SELAHATTİN SEVİ 04 Aralık 2022 SÖYLEŞİ

Matrix’i Hintliler gölge oyunu gibi çekse nasıl bir film ortaya çıkardı?

İyi bir fotoğrafçı olan ve başarılı reklam filmlerine imza atan yarı Türk yarı Amerikalı yönetmen Charles Emir Richards “Suriyeli Kozmonot” belgeseline bu soruyla başlamış. Koç Üniversitesi’nde ders verdiği dönemde öğrencilerini belgesel çekmeye teşvik ederken  ‘Suriyeli Kozmonot’ hikâyesini duyunca bulup söyleşi yapmak istemiş. Bone dergisinin sahibi Damla Kürklü’ye “Böyle bir kişi var, onula söyleşi yapayım mı?” teklifinde bulunmuş. Olur yanıtını alınca küçük bir DSLR kamera ile ön çalışma bile yapmadan hemen kayda başlımış ve 8 saat boyunca Suriyeli kozmonot Faris’le konuşmuş.

Siz tanımıyor musunuz Muhammed Ahmed Faris’i?

Suriye’den kaçıp Türkiye’ye sığınan kozmonot Muhammed Ahmed Faris, yıllar önce Suriye’nin ve bütün Arap dünyasının gururu olarak uzaya çıkmıştı. Uzay mekiğinden bağlantı kurduğu ve “Reis” diye hitap ettiği dönemin Suriye Devlet Başkanı Hafız Esad’a uzay yolculuğunda ülkesinin üzerinden üç kez geçtiğini; arkadaşlarının anlatımına göre saniyeler süren bu anlarda mutluluktan vücudunda değişmeler olduğunu söylemiş. Sonra ne mi olmuş? 1987 yılında çıktığı feza seferinden döndüğünde Sovyetler Birliği Kahramanı unvanı ve Lenin Madalyası sahibi olan; ülkesinde halk kahramanı ilan edilen, adı havalimanlarına, okullara, yollara, meydanlara ve parklara verilen Faris 2012 yılında aniden “hain” oluvermiş. O da milyonlarca Suriyeli gibi Türkiye’nin yolunu tutmuş.

Yönetmen Charles Emir Richards’in Suriyeli Kozmonot belgeselini hikâyenin kahramanı Muhammed Ahmet Faris ailesiyle ve çekim ekibiyle birlikte ilk kez Atatürk Kültür Merkezi’ndeki özel gösterimde bugün (4 Aralık) izleyecek. Gösterim öncesi Richards, Kronos’un sorularını yanıtladı.

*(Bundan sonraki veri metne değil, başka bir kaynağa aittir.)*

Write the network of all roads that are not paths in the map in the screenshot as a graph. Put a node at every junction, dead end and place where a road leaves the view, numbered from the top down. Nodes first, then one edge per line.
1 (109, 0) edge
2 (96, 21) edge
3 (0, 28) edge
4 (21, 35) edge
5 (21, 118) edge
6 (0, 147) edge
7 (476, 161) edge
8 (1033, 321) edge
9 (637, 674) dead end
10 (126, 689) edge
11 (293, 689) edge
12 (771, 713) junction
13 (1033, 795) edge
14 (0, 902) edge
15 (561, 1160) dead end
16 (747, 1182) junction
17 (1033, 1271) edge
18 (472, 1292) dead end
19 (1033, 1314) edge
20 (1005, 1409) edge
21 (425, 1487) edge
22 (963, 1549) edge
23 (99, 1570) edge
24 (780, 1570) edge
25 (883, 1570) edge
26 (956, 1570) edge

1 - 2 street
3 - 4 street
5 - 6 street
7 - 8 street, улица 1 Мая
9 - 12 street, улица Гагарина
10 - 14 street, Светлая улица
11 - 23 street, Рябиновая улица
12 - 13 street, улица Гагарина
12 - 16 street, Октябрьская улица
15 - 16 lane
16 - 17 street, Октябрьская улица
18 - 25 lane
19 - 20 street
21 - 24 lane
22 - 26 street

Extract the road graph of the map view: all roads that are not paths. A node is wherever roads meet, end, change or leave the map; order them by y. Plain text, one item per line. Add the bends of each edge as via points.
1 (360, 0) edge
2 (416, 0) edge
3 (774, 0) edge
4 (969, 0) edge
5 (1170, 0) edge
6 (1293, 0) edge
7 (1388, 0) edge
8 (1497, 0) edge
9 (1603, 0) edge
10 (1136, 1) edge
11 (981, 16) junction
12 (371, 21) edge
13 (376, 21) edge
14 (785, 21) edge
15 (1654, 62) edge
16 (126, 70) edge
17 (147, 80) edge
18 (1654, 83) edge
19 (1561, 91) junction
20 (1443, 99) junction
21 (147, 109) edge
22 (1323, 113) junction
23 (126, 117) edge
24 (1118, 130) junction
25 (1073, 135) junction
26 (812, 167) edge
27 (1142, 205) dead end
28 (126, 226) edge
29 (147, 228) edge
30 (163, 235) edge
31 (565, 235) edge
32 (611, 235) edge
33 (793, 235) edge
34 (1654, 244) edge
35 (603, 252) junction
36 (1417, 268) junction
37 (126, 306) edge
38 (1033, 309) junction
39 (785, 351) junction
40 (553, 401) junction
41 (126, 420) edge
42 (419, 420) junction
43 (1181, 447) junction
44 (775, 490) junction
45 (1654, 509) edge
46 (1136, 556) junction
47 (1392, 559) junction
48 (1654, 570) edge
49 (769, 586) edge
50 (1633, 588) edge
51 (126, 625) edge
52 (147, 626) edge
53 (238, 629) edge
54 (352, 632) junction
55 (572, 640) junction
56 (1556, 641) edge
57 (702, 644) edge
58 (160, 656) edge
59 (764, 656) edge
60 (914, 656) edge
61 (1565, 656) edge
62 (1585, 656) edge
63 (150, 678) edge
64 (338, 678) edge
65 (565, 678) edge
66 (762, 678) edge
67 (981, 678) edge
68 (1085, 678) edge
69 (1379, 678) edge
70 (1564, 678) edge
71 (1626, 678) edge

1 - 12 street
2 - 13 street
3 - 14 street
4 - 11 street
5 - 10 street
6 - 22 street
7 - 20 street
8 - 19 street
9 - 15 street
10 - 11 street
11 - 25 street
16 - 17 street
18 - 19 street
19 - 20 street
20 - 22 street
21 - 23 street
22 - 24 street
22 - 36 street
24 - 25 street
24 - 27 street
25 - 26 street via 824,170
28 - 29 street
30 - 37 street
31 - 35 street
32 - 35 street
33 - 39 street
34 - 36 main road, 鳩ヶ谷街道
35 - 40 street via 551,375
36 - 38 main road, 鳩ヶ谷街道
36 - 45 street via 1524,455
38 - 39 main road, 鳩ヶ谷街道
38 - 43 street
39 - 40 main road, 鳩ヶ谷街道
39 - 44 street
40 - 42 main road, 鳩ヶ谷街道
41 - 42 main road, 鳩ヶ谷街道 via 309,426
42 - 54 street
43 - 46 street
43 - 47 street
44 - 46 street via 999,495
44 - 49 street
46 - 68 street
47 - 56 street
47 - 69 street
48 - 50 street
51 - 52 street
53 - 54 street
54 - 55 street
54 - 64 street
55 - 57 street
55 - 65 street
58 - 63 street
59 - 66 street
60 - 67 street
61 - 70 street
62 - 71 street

Koç Üniversitesi’nde çalıştığı dönemde çağdaş anlatımların olduğu modern yapımların ortaya çıkmasına vesile olan Richards, Suriyeli Kozmonot hikâyesini duyunca amacının sadece söyleşi yapmak olduğunu belirtiyor.

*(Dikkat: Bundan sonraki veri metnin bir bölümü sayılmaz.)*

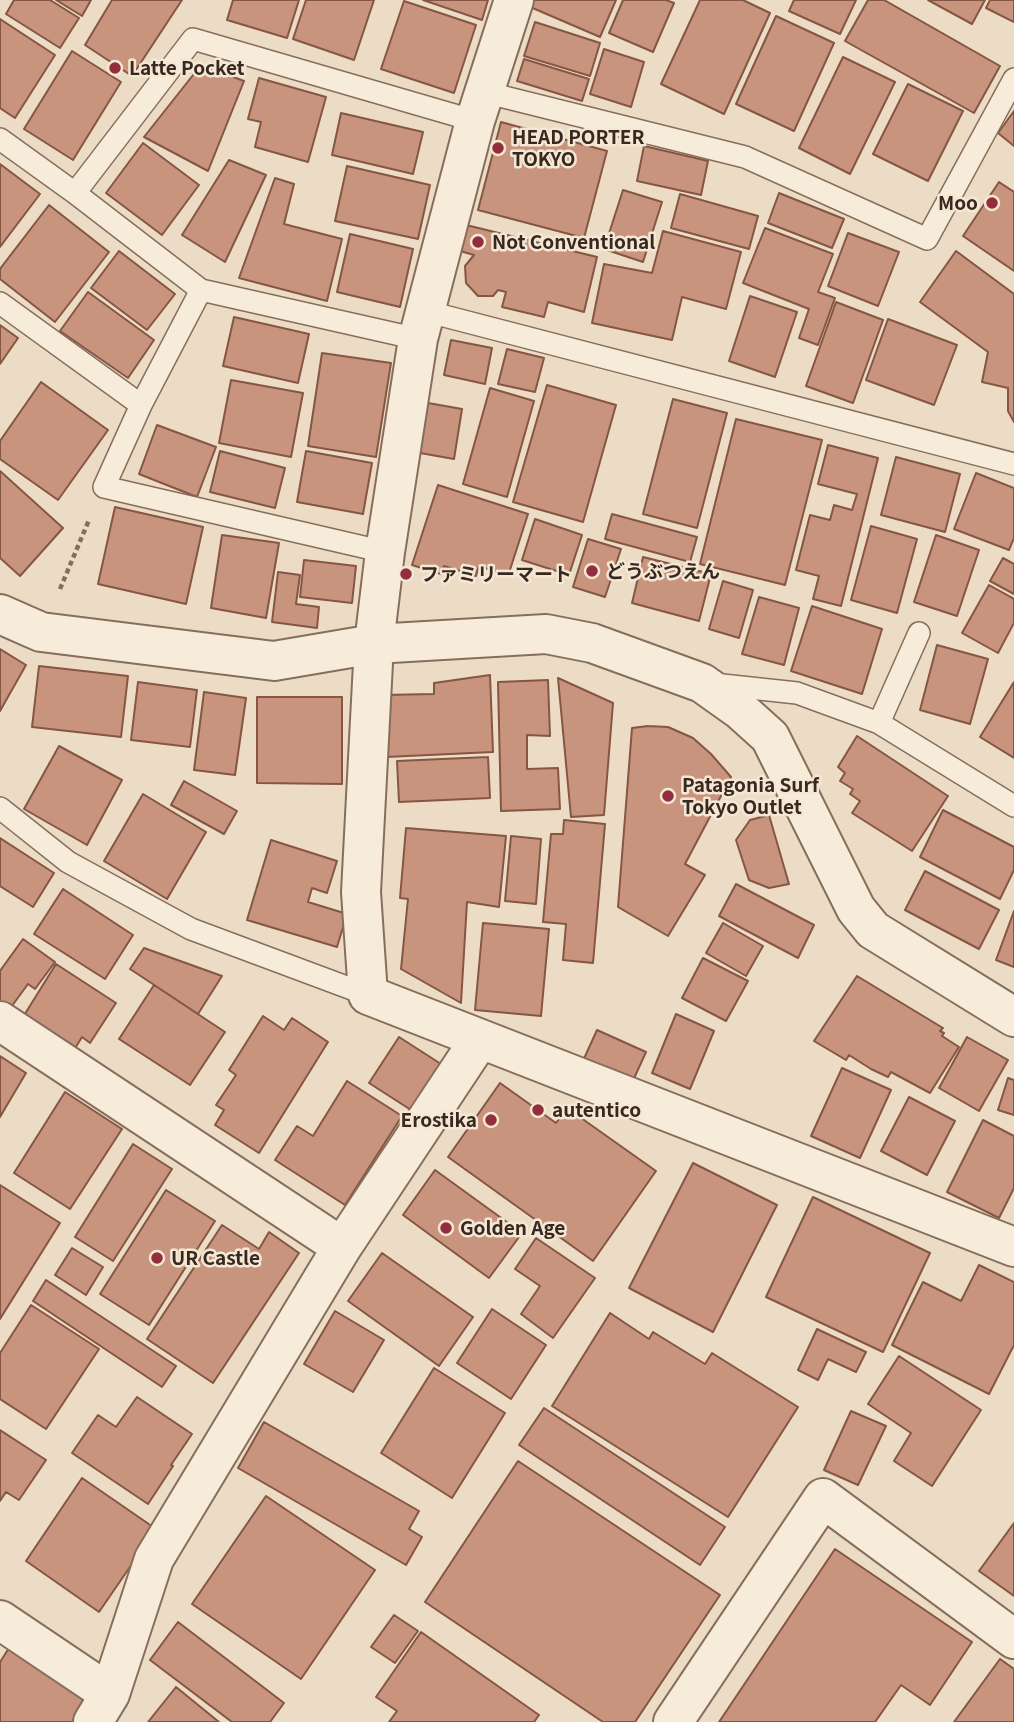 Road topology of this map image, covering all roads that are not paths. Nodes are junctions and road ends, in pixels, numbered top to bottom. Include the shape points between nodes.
1 (514, 0) edge
2 (1014, 79) edge
3 (480, 107) junction
4 (0, 139) edge
5 (75, 193) junction
6 (201, 290) junction
7 (0, 303) edge
8 (421, 325) junction
9 (141, 405) junction
10 (1014, 464) edge
11 (385, 552) junction
12 (0, 614) edge
13 (919, 633) dead end
14 (374, 644) junction
15 (702, 683) junction
16 (879, 723) junction
17 (1014, 806) edge
18 (0, 808) edge
19 (368, 995) junction
20 (1014, 1017) edge
21 (0, 1021) edge
22 (480, 1039) junction
23 (342, 1247) junction
24 (1014, 1247) edge
25 (0, 1620) edge
26 (1014, 1639) edge
27 (102, 1708) edge
28 (673, 1722) edge

1 - 3 street
2 - 3 lane via 927,239 745,157
3 - 5 lane via 193,39
3 - 8 street
4 - 5 lane
5 - 6 lane
6 - 8 lane
6 - 9 lane
7 - 9 lane
8 - 10 lane
8 - 11 street
9 - 11 lane via 104,487
11 - 14 street
12 - 14 street via 41,632 274,661
13 - 16 lane
14 - 15 street via 546,634 592,643
14 - 19 street via 362,892
15 - 16 lane via 797,693
15 - 20 street via 769,737 856,909 873,930
16 - 17 lane
18 - 19 lane via 68,862 191,929
19 - 22 street
21 - 23 street
22 - 23 street
22 - 24 street
23 - 27 street via 154,1559
25 - 27 street
26 - 28 street via 823,1498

Bir öğrencisi “İstanbul’da sığınmacı Suriyeli bir kozmonot var” bilgisini verince heyecanla, “Aa, hemen onu bulmam lazım” diyor Richards. Bone dergisinin sahibi Damla Kürklü’ye “Böyle bir kişi var, onula söyleşi yapayım mı?” teklifinde bulunuyor. Olur yanıtını alınca küçük bir DSLR kamera yola çıkıyor,  amacı sadece işi kotarmak… Faris’i söyleşi için stüdyoya davet ettiğinde çalışmalarını gören arkadaşı Volkan, “O işler öyle olmaz” diyerek müdahale ediyor. Hemen 8 ışıkçı ve “Ne çıkacağı belli olmaz” diyerek daha iyi bir kamera veriyor. Ön çalışma bile yapmadan hemen kayda başlıyorlar ve 8 saat boyunca Suriyeli kozmonot Faris’i konuşturmaya başlıyorlar. Faris, İngilizce bilmesine rağmen kendisini anadilinde daha iyi ifade edebileceğini söyleyince söyleşi Arapça yapılıyor. Sonrasında yapılan 6 saatlik ikinci bir söyleşide ise Suriyeli kozmonot yaşadıklarını bütün ayrıntılarıyla anlatıyor.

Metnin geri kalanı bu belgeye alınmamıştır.